It has been eight months since Mike Francesa publicly questioned his near future at WFAN, saying his dual role on the air and on his app had “become overly complicated” and that he might leave the former to focus on the latter.
He has not had much to say on that subject of late, but Susan Larkin, regional president for Entercom, WFAN’s parent company, has a clear preference.
“Are you kidding? I would love to see him be here forever,” she said Thursday in her Manhattan office, from which she oversees Entercom’s seven New York-area stations.
Larkin joined the company in the spring of 2018, just as Francesa was returning after a much-chronicled departure from WFAN that lasted only 4 ½ months.
She and David Field, Entercom’s CEO, quickly established a strong relationship with Francesa, who had feuded with their predecessors at CBS Radio. They have been pleased with the ratings and ad billings since his return.
“He’s very highly talented and has a strong personality and our listeners love him and our advertisers do and our team here does,” she said. “And he’s highly engaged. He cares very much about WFAN winning.”
Larkin said she “absolutely” hopes Francesa stays beyond this year. But will he? He turned 65 in March, and come Labor Day, it will be 30 years since the debut of the “Mike and the Mad Dog” show.
Larkin said she does not know what Francesa will do. Reminded that he said in October he might not be long for the station, she said: “He says a lot of things. Look, I don’t know. I can’t answer the question because I can’t predict how he’ll feel about things six months, a year, two years from now.
“Would I like to see him here a long time? Yes, I would. We haven’t made decisions on what things look like a year or two years from now, other than what we’re doing now, and that’s the truth.”
Francesa’s status is but one piece of a scheduling puzzle that is almost certain to change by the end of the year. WFAN is paying eight hosts on four shows from 6 a.m. to 6:30 p.m., and the contracts of 1 to 3 p.m. hosts Chris Carlin, Maggie Gray and Bart Scott — whom Francesa displaced in afternoon drive time — are up after this year.
“It’s business as usual,” Larkin said. “It is our job to develop talent, grow talent, retain our listeners and think about the future. We talk about it every day. I have no news to report to you. There is no scoop here.”
Pressed on whether it is fair to assume there will be changes of some sort, she recalled unexpected plot twists of the past, such as Craig Carton’s arrest in 2017, Francesa’s return in ’18, even Don Imus’ firing in 2007.
“So I can’t predict it; I can’t,” she said. “I’m not really trying to hold back here. I don’t know. We’ll let you know when we know, because we haven’t made any decisions.”

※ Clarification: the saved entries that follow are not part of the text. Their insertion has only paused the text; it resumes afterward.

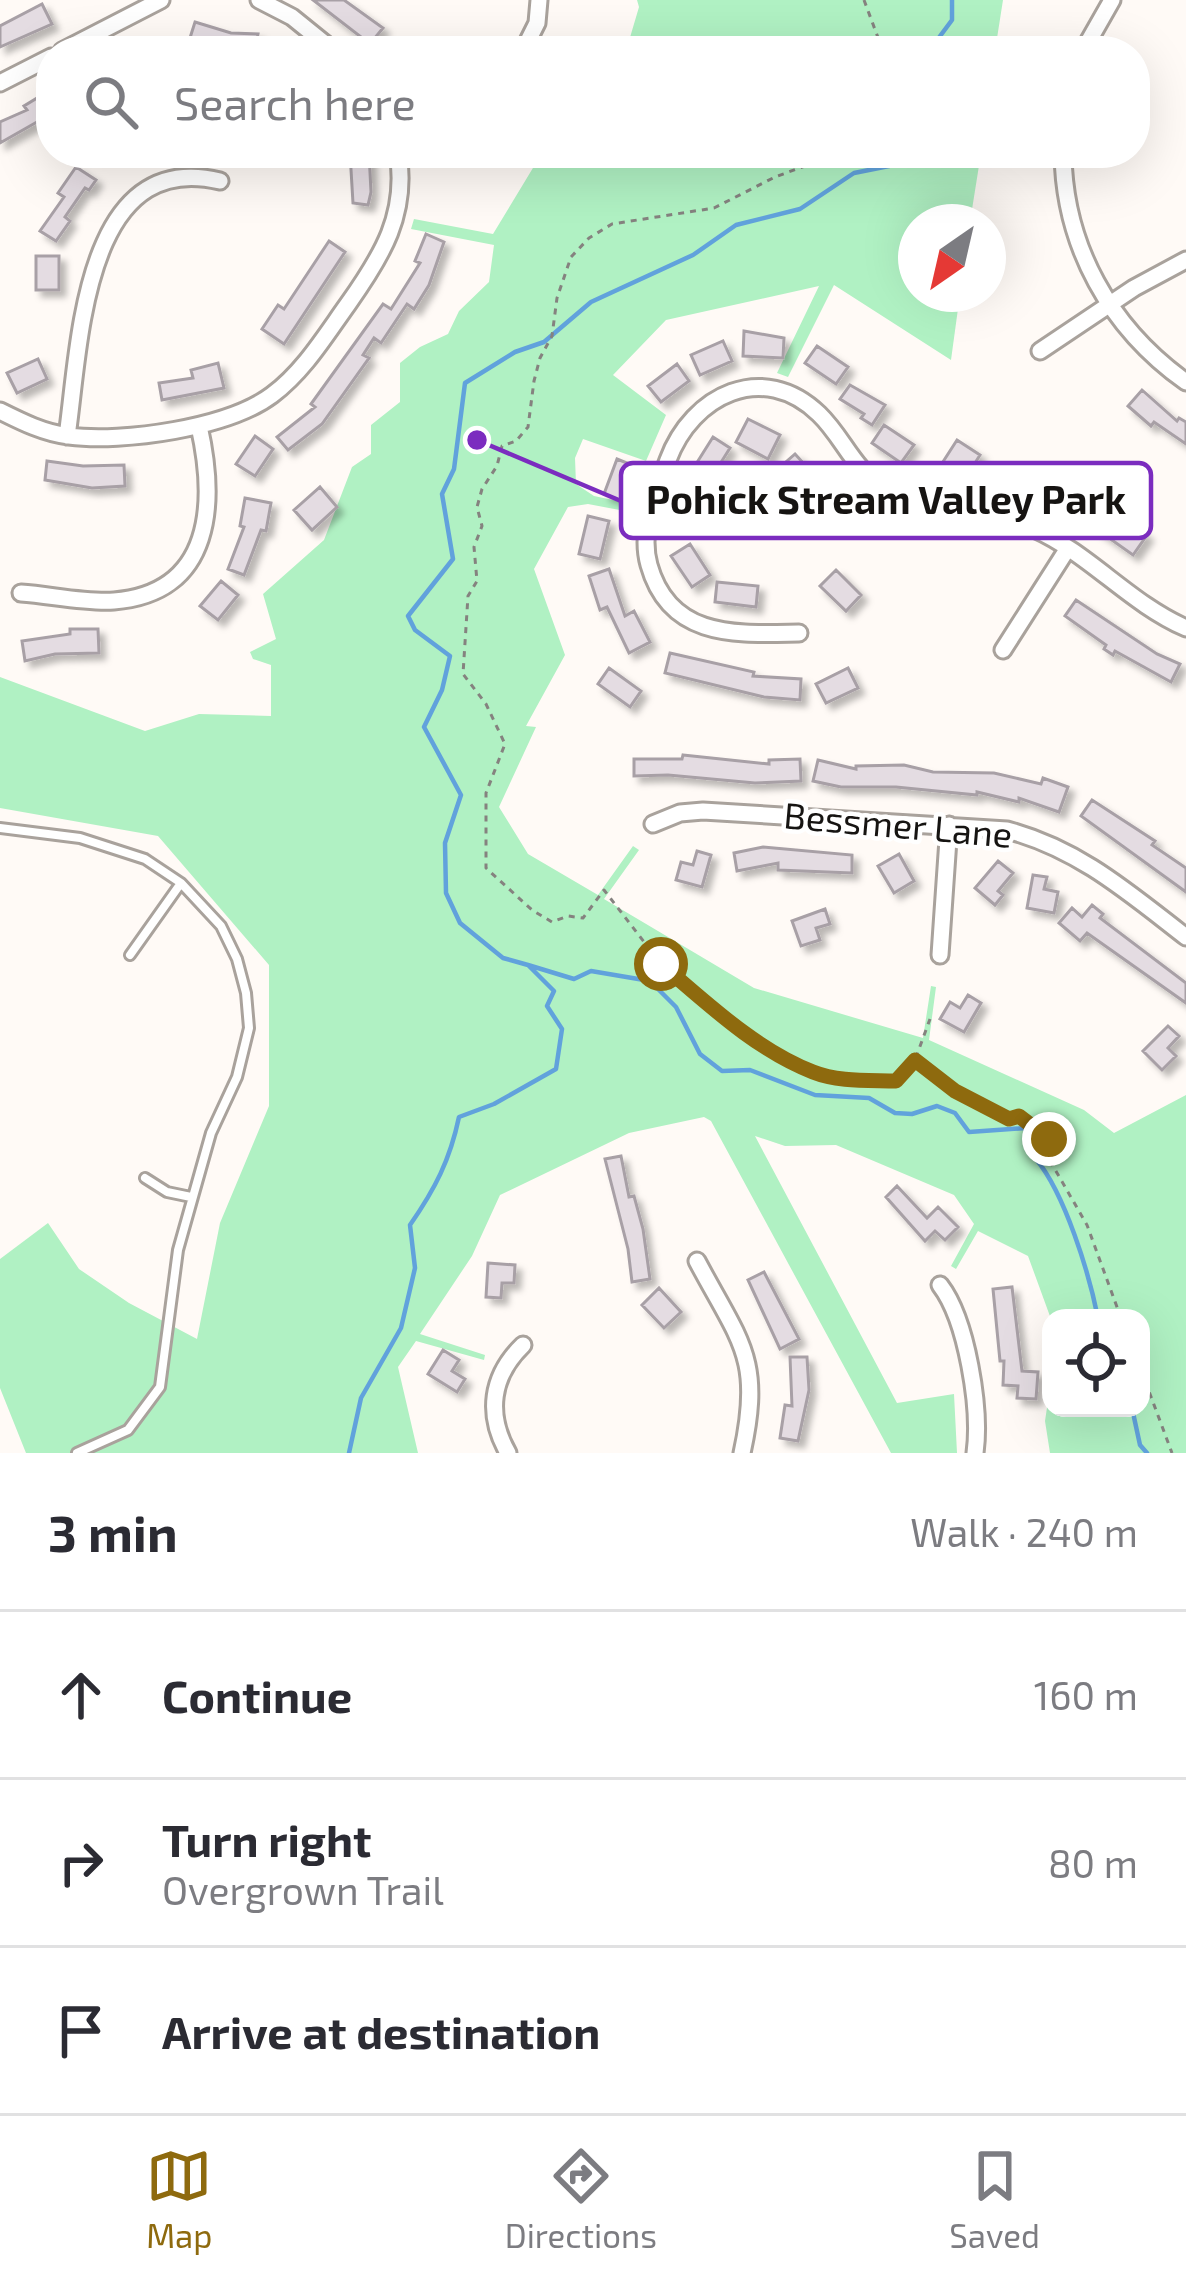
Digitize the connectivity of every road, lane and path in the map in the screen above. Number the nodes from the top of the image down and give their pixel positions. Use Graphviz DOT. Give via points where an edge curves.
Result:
graph roads {
  1 [pos="160,0"];
  2 [pos="259,0"];
  3 [pos="539,0"];
  4 [pos="864,0"];
  5 [pos="1112,0"];
  6 [pos="91,36"];
  7 [pos="315,36"];
  8 [pos="530,36"];
  9 [pos="878,36"];
  10 [pos="1092,36"];
  11 [pos="36,65"];
  12 [pos="0,83"];
  13 [pos="399,168"];
  14 [pos="800,168"];
  15 [pos="1064,168"];
  16 [pos="220,181"];
  17 [pos="1186,260"];
  18 [pos="1108,305"];
  19 [pos="1040,350"];
  20 [pos="1186,382"];
  21 [pos="0,411"];
  22 [pos="199,426"];
  23 [pos="67,436"];
  24 [pos="1068,548"];
  25 [pos="21,593"];
  26 [pos="1186,628"];
  27 [pos="800,633"];
  28 [pos="1003,650"];
  29 [pos="653,824"];
  30 [pos="950,824"];
  31 [pos="0,828"];
  32 [pos="181,883"];
  33 [pos="1186,937"];
  34 [pos="130,955"];
  35 [pos="940,955"];
  36 [pos="930,1019"];
  37 [pos="915,1060"];
  38 [pos="145,1178"];
  39 [pos="191,1197"];
  40 [pos="698,1261"];
  41 [pos="940,1285"];
  42 [pos="1118,1309"];
  43 [pos="523,1345"];
  44 [pos="1150,1394"];
  45 [pos="77,1453"];
  46 [pos="508,1453"];
  47 [pos="742,1453"];
  48 [pos="975,1453"];
  49 [pos="1172,1453"];
  1 -- 6 [label="street"];
  2 -- 7 [label="street"];
  3 -- 8 [label="street"];
  4 -- 9 [label="path"];
  5 -- 10 [label="street"];
  11 -- 12 [label="street"];
  13 -- 22 [label="street" via="393,231 316,347 270,397"];
  14 -- 37 [label="path" via="714,208 613,224 571,257 528,427 502,446 477,507 482,526 463,674 505,744 486,793 486,868 552,922 583,918 604,890 661,964 762,1043 814,1072 896,1081"];
  15 -- 18 [label="street" via="1078,244"];
  16 -- 23 [label="street" via="184,176 155,185 105,236 93,267"];
  17 -- 18 [label="street"];
  18 -- 19 [label="street"];
  18 -- 20 [label="street"];
  21 -- 23 [label="street"];
  22 -- 23 [label="street"];
  22 -- 25 [label="street" via="208,515 180,571 154,590 116,601"];
  24 -- 26 [label="street"];
  24 -- 27 [label="street" via="1010,519 888,490 807,405 769,390 735,391 704,406 677,436 648,518 650,567 670,604 701,626"];
  24 -- 28 [label="street"];
  29 -- 30 [label="street, Bessmer Lane" via="703,811"];
  30 -- 33 [label="street, Bessmer Lane" via="1007,830 1064,849"];
  30 -- 35 [label="street"];
  31 -- 32 [label="lane" via="80,838 145,860"];
  32 -- 34 [label="lane"];
  32 -- 39 [label="lane" via="221,926 237,958 249,1028"];
  36 -- 37 [label="path"];
  37 -- 42 [label="path" via="955,1091 1009,1119 1019,1116 1049,1139 1049,1160 1088,1225"];
  38 -- 39 [label="lane"];
  39 -- 45 [label="lane" via="160,1387 128,1430"];
  40 -- 47 [label="street" via="750,1365 753,1401"];
  41 -- 48 [label="street" via="958,1317"];
  43 -- 46 [label="street" via="506,1361 494,1399"];
  44 -- 49 [label="path"];
}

Larkin did say that looking ahead, WFAN will continue to seek hosts who can expand the listening audience. That includes groups such as women and people of color, but perhaps most importantly, younger people in general.
The core of the audience currently is men from their mid-40s upward. “Just from a math situation,” she said, “it makes sense that for us to grow our audience, we have to grow a younger audience.”
While Mark Chernoff, who joined WFAN in 1993, continues to oversee day-to-day operations, Larkin has emerged as a powerful figure there.
Larkin grew up a Yankees and Giants fan in the Bronx and Rockland County, attended SUNY Oswego — at the same time as ESPN’s Steve Levy — then began a radio sales and management career that took her to Syracuse, Tampa, Columbus, Minneapolis, Orlando and San Francisco before “coming home” to New York last year.
Entercom’s sports footprint was one of the factors that appealed to her. It had the rights to Yankees games when she arrived and since has added the Mets on another of its stations, WCBS-AM.
She said hers is “a sports family.” Her husband has played and coached lacrosse. Her daughter, Sarah, is a lacrosse player at USC and knew Jets quarterback Sam Darnold there.
Professionally, Larkin long has been intrigued by sports talk radio “because of the engagement with the listener.”
Not 10 minutes after Larkin spoke, the Mets were blowing another late lead to the Phillies, prompting a rant by Francesa that attracted enormous attention on social media. That is the sort of impact Entercom hopes to continue tapping into.
So about Francesa’s contract status and future at the station . . . “He can say whatever he wants to say, and he does, and there’s no problem with that,” Larkin said. “Trust me, he doesn’t tell me how to do my job, I don’t tell him how to do his. We have a great relationship, a really good one, for real, and with a lot of respect. He can say whatever he wants to say, but I’m not going to.”